**PROVIDED RECORDS:**

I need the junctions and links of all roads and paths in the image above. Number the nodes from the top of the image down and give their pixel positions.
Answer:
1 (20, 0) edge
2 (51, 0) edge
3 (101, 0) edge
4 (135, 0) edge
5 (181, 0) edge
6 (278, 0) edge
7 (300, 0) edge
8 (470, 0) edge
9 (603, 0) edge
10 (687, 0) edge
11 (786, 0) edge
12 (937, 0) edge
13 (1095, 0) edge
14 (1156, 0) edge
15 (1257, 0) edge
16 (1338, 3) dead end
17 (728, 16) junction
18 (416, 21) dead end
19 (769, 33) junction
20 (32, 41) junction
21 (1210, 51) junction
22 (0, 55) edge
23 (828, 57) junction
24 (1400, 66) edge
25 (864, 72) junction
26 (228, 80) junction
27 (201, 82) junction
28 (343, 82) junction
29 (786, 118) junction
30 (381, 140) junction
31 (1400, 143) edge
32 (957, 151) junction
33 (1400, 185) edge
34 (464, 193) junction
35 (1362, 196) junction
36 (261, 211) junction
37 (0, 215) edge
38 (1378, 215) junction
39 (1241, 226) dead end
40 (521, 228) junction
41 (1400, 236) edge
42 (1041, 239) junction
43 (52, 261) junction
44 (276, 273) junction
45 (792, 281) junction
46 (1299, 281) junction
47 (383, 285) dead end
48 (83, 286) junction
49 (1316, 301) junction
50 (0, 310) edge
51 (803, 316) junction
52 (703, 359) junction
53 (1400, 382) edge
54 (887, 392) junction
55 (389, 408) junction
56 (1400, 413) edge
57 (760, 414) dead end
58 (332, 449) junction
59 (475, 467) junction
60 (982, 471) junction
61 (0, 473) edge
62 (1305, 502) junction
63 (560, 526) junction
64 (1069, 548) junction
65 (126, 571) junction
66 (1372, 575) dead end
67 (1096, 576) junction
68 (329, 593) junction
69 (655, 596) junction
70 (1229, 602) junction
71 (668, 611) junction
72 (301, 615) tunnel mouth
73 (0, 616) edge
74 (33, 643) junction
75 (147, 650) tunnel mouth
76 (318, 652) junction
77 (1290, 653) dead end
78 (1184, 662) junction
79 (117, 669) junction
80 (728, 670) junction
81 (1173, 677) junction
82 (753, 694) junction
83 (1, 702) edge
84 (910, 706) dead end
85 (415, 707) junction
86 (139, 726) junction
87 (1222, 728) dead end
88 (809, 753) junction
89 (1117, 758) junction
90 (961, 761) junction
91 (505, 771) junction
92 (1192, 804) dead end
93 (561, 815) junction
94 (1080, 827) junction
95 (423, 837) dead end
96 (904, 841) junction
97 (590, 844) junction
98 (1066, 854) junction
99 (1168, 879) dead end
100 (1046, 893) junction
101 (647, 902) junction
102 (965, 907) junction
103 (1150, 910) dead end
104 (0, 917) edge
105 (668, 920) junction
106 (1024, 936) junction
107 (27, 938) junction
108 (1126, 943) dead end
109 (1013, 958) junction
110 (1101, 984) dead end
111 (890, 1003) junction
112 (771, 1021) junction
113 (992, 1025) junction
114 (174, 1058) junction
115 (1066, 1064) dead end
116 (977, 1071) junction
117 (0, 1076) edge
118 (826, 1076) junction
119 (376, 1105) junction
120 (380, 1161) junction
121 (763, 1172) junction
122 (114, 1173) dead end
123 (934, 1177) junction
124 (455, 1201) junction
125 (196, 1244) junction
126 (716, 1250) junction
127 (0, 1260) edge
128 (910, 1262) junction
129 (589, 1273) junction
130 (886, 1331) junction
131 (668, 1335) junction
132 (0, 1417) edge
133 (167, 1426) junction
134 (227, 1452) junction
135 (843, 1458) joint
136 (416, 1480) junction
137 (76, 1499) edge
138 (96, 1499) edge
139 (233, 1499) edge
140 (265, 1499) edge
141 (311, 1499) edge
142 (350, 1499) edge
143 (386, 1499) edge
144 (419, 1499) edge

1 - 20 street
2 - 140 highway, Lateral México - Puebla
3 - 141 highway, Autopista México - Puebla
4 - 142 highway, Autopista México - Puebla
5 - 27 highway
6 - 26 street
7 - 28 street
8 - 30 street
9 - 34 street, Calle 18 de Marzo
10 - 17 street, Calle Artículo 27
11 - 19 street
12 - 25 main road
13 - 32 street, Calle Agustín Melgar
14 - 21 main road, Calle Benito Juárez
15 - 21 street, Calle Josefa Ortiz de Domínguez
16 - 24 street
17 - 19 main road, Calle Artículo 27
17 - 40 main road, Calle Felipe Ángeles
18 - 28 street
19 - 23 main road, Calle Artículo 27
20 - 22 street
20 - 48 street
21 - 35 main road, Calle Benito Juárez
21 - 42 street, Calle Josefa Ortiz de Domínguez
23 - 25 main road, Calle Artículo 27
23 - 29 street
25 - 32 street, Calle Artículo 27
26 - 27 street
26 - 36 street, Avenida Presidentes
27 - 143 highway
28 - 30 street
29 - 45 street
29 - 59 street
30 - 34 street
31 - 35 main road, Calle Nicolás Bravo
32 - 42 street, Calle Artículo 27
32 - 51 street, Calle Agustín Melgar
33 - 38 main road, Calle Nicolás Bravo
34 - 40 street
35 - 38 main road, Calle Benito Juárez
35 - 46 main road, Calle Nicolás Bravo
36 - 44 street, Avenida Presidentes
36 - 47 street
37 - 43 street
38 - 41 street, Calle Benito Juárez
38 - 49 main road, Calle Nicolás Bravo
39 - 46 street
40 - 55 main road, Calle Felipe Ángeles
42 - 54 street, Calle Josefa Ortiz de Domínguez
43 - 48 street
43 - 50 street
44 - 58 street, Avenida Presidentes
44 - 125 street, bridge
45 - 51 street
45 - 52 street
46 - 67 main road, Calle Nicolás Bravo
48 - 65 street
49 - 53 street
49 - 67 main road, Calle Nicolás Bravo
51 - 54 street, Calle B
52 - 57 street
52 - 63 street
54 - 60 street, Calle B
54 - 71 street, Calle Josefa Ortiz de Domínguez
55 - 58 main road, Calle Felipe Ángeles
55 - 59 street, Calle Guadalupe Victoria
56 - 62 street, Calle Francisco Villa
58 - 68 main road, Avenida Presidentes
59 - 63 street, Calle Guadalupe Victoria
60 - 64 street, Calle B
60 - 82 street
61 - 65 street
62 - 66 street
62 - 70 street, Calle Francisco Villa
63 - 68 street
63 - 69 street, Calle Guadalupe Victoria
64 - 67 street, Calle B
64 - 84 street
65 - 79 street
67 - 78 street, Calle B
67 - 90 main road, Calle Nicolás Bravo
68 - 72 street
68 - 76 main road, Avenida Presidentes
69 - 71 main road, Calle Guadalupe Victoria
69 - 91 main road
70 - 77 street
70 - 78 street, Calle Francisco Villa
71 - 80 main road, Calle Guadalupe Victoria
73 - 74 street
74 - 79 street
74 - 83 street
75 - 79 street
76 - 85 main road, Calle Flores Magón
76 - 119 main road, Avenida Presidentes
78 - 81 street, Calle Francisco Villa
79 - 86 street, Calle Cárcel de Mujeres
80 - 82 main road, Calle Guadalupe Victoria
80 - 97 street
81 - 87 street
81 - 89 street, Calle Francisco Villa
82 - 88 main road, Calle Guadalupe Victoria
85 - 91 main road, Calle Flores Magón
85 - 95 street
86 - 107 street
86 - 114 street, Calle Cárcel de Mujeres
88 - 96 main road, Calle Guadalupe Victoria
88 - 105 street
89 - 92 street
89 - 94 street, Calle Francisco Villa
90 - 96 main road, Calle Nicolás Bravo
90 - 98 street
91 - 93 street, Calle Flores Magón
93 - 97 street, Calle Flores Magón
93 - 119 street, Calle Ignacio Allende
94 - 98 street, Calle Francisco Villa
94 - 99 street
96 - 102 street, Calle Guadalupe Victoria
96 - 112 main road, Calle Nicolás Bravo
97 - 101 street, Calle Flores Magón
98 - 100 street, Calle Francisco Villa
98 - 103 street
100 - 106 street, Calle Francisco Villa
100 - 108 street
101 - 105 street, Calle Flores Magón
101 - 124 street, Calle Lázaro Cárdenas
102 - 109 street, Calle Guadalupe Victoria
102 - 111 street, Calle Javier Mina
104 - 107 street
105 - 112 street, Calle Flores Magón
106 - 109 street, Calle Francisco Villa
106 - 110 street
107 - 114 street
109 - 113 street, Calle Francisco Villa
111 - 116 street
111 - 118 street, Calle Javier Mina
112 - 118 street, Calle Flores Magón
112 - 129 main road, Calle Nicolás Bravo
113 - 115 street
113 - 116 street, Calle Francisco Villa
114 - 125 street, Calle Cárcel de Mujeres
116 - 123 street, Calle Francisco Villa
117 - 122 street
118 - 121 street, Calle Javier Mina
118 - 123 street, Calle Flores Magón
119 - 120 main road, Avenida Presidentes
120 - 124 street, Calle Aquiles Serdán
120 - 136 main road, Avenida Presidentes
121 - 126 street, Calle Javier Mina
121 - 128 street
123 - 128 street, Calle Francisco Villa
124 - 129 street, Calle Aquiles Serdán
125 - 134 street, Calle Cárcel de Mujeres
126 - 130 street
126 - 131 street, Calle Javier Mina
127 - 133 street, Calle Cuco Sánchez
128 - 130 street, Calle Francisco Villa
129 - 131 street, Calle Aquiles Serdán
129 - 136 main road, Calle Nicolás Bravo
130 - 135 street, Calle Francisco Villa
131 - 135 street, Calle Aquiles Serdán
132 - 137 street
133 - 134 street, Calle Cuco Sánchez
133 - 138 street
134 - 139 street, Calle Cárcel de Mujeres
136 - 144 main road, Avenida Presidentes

**TO DO:** Give the tally of lines in the listing above that contain the string "Bravo", with nothing besides it.

**EXERCISE OUTPUT:** 11